» **DATA SHOWN**:
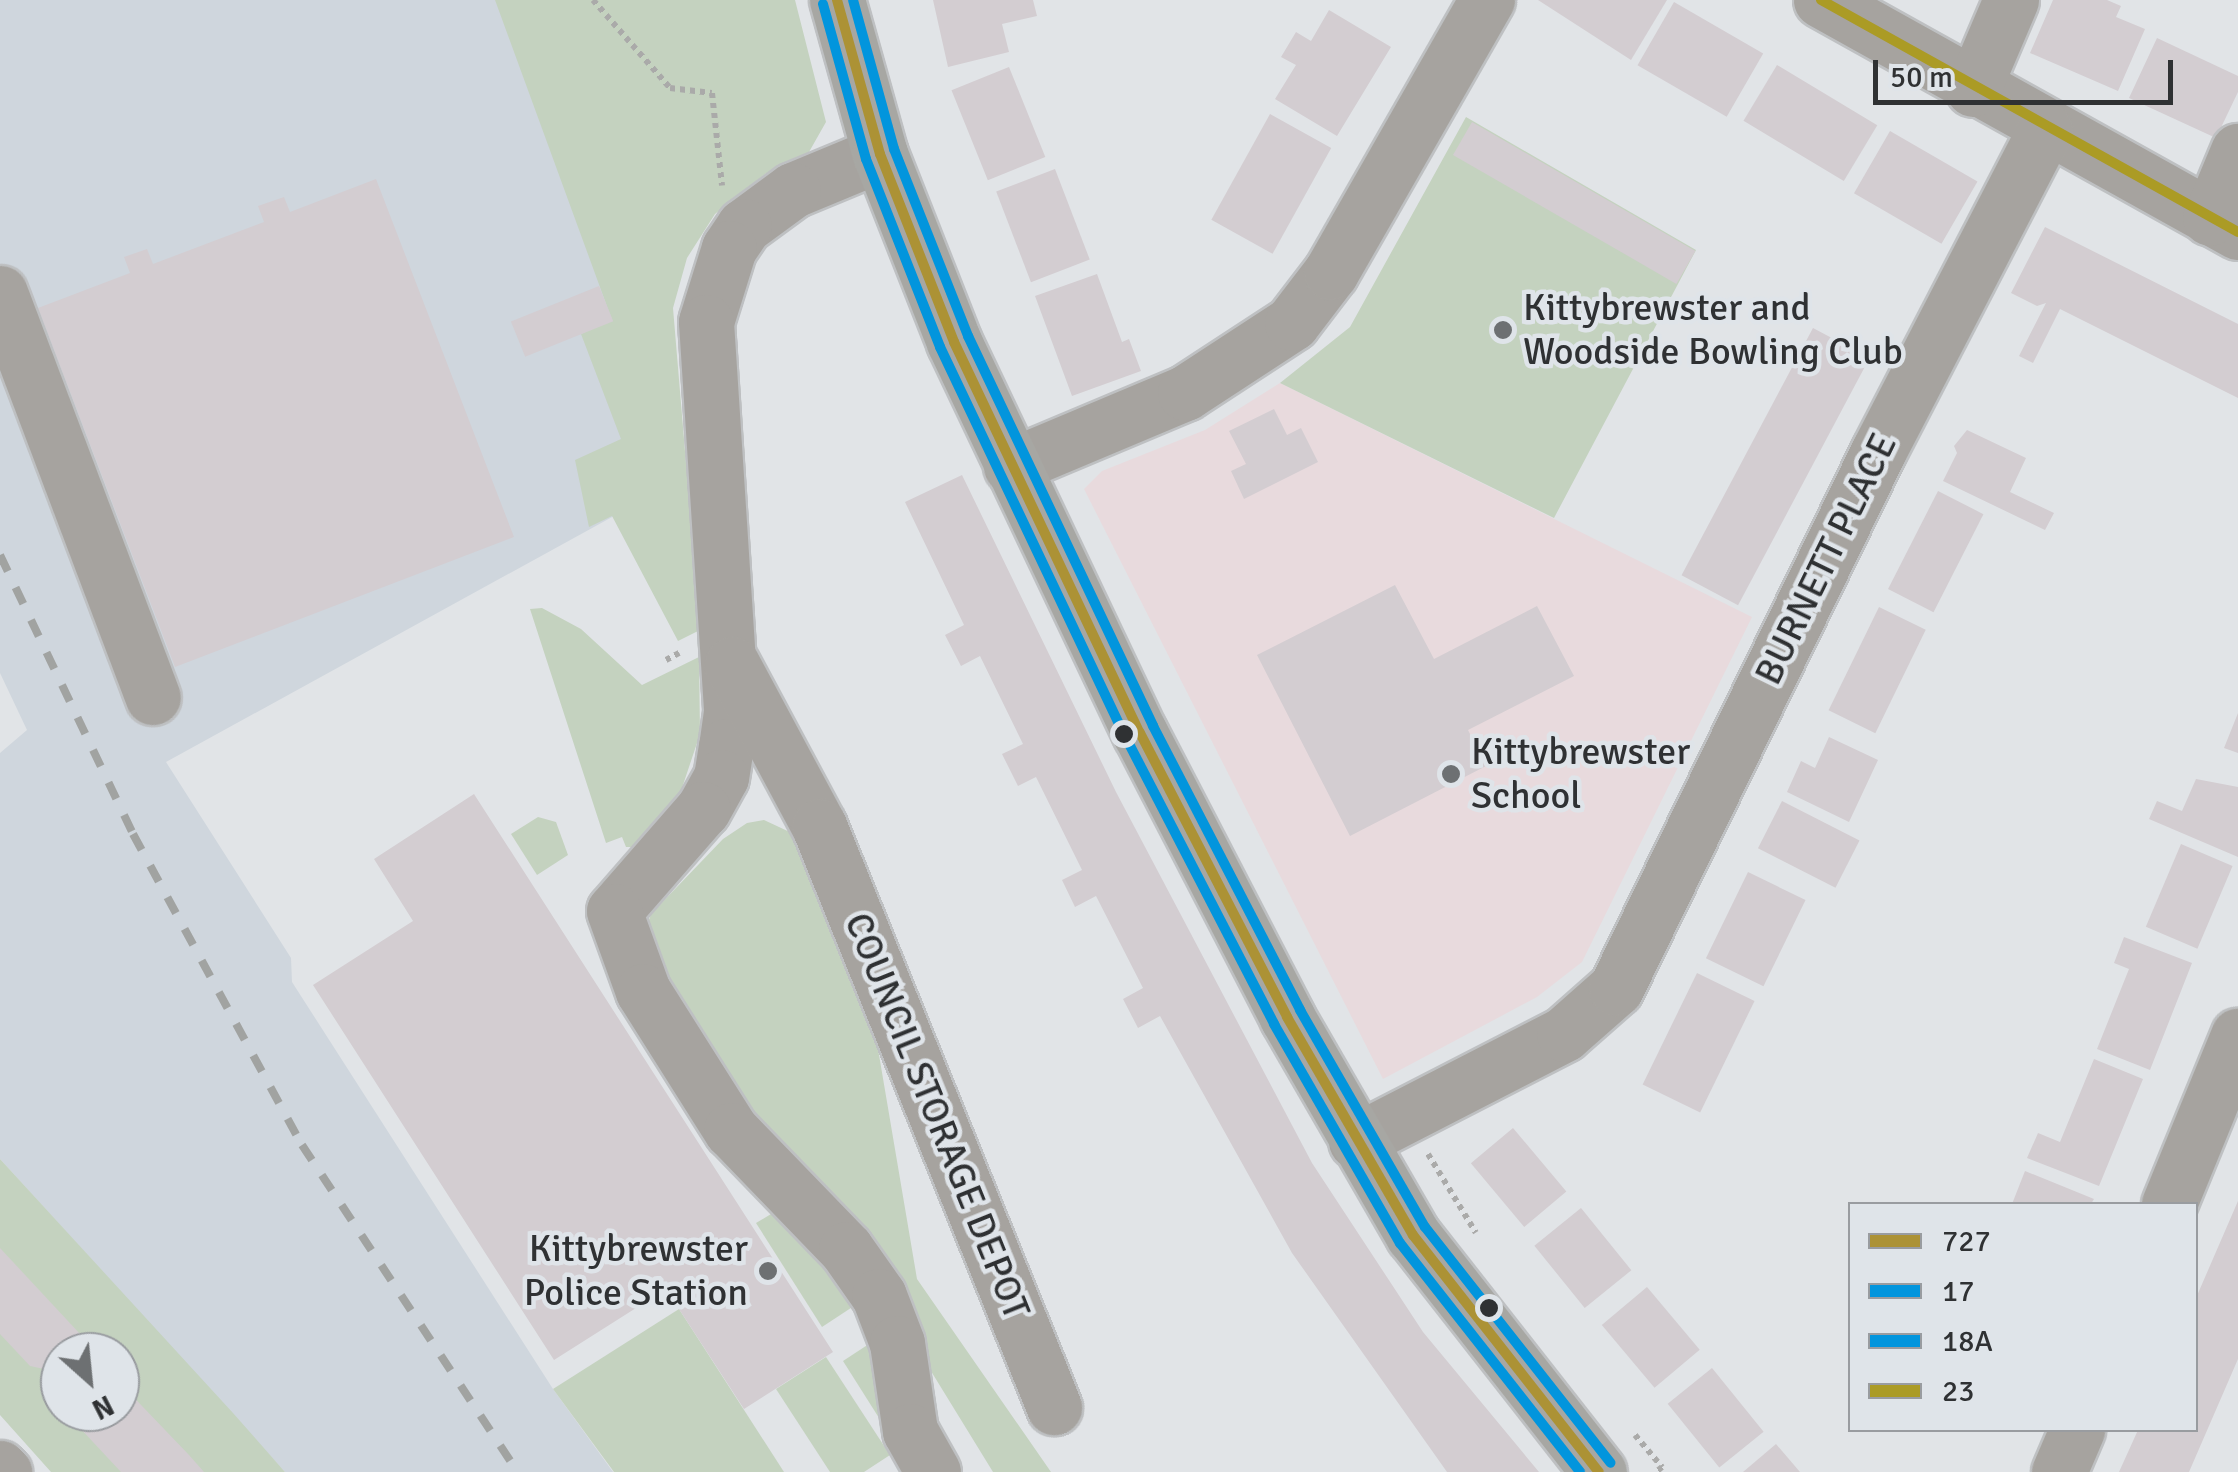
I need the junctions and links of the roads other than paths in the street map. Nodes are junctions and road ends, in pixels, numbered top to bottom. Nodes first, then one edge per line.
1 (837, 0) edge
2 (1487, 0) edge
3 (1821, 0) edge
4 (2012, 0) edge
5 (1972, 89) junction
6 (2045, 130) junction
7 (2238, 151) edge
8 (880, 154) junction
9 (2224, 225) edge
10 (0, 293) edge
11 (1011, 466) junction
12 (726, 652) junction
13 (153, 697) dead end
14 (721, 776) junction
15 (819, 826) junction
16 (2238, 1036) edge
17 (1356, 1142) junction
18 (2170, 1202) edge
19 (1054, 1406) dead end
20 (2075, 1432) edge
21 (934, 1472) edge
22 (1599, 1472) edge
23 (2059, 1472) edge

1 - 8 main road
2 - 11 street
3 - 5 street
4 - 5 street
5 - 6 street
6 - 9 street
6 - 17 street, BURNETT PLACE
7 - 9 street
8 - 11 main road
8 - 12 street
10 - 13 street
11 - 17 main road
12 - 14 street
12 - 15 street, COUNCIL STORAGE DEPOT
14 - 15 street
14 - 21 street
15 - 19 street, COUNCIL STORAGE DEPOT
16 - 18 street
17 - 22 main road
20 - 23 street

» **WHAT NEEDS TO BE DONE**:
Return every entry from the listing above exactly as it stands, leaving out any picture.

» **ANSWER BOX**:
I need the junctions and links of the roads other than paths in the street map. Nodes are junctions and road ends, in pixels, numbered top to bottom. Nodes first, then one edge per line.
1 (837, 0) edge
2 (1487, 0) edge
3 (1821, 0) edge
4 (2012, 0) edge
5 (1972, 89) junction
6 (2045, 130) junction
7 (2238, 151) edge
8 (880, 154) junction
9 (2224, 225) edge
10 (0, 293) edge
11 (1011, 466) junction
12 (726, 652) junction
13 (153, 697) dead end
14 (721, 776) junction
15 (819, 826) junction
16 (2238, 1036) edge
17 (1356, 1142) junction
18 (2170, 1202) edge
19 (1054, 1406) dead end
20 (2075, 1432) edge
21 (934, 1472) edge
22 (1599, 1472) edge
23 (2059, 1472) edge

1 - 8 main road
2 - 11 street
3 - 5 street
4 - 5 street
5 - 6 street
6 - 9 street
6 - 17 street, BURNETT PLACE
7 - 9 street
8 - 11 main road
8 - 12 street
10 - 13 street
11 - 17 main road
12 - 14 street
12 - 15 street, COUNCIL STORAGE DEPOT
14 - 15 street
14 - 21 street
15 - 19 street, COUNCIL STORAGE DEPOT
16 - 18 street
17 - 22 main road
20 - 23 street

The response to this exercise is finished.